EXERCISE: Omitting all images, output the entries that follow exactly as written.

***** TASK MATERIAL *****

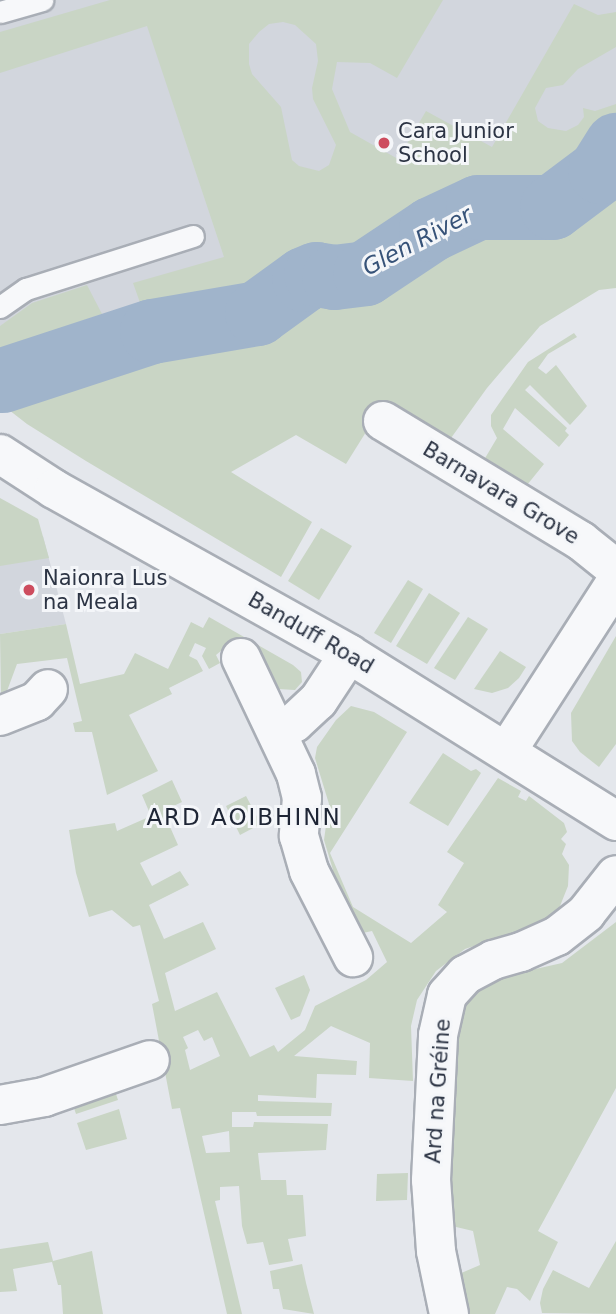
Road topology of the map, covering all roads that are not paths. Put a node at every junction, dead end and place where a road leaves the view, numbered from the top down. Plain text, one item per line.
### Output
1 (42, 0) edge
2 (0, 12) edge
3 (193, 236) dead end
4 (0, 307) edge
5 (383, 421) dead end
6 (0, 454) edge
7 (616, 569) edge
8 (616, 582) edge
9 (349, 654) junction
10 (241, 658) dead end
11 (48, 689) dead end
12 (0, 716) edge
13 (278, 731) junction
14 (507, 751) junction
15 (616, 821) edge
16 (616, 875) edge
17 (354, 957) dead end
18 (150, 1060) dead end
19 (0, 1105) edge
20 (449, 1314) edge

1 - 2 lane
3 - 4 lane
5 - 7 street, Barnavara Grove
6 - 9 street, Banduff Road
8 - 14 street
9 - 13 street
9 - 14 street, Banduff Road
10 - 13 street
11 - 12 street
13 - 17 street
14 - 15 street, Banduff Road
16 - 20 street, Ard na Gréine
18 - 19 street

*****

TASK RESPONSE:
Road topology of the map, covering all roads that are not paths. Put a node at every junction, dead end and place where a road leaves the view, numbered from the top down. Plain text, one item per line.
### Output
1 (42, 0) edge
2 (0, 12) edge
3 (193, 236) dead end
4 (0, 307) edge
5 (383, 421) dead end
6 (0, 454) edge
7 (616, 569) edge
8 (616, 582) edge
9 (349, 654) junction
10 (241, 658) dead end
11 (48, 689) dead end
12 (0, 716) edge
13 (278, 731) junction
14 (507, 751) junction
15 (616, 821) edge
16 (616, 875) edge
17 (354, 957) dead end
18 (150, 1060) dead end
19 (0, 1105) edge
20 (449, 1314) edge

1 - 2 lane
3 - 4 lane
5 - 7 street, Barnavara Grove
6 - 9 street, Banduff Road
8 - 14 street
9 - 13 street
9 - 14 street, Banduff Road
10 - 13 street
11 - 12 street
13 - 17 street
14 - 15 street, Banduff Road
16 - 20 street, Ard na Gréine
18 - 19 street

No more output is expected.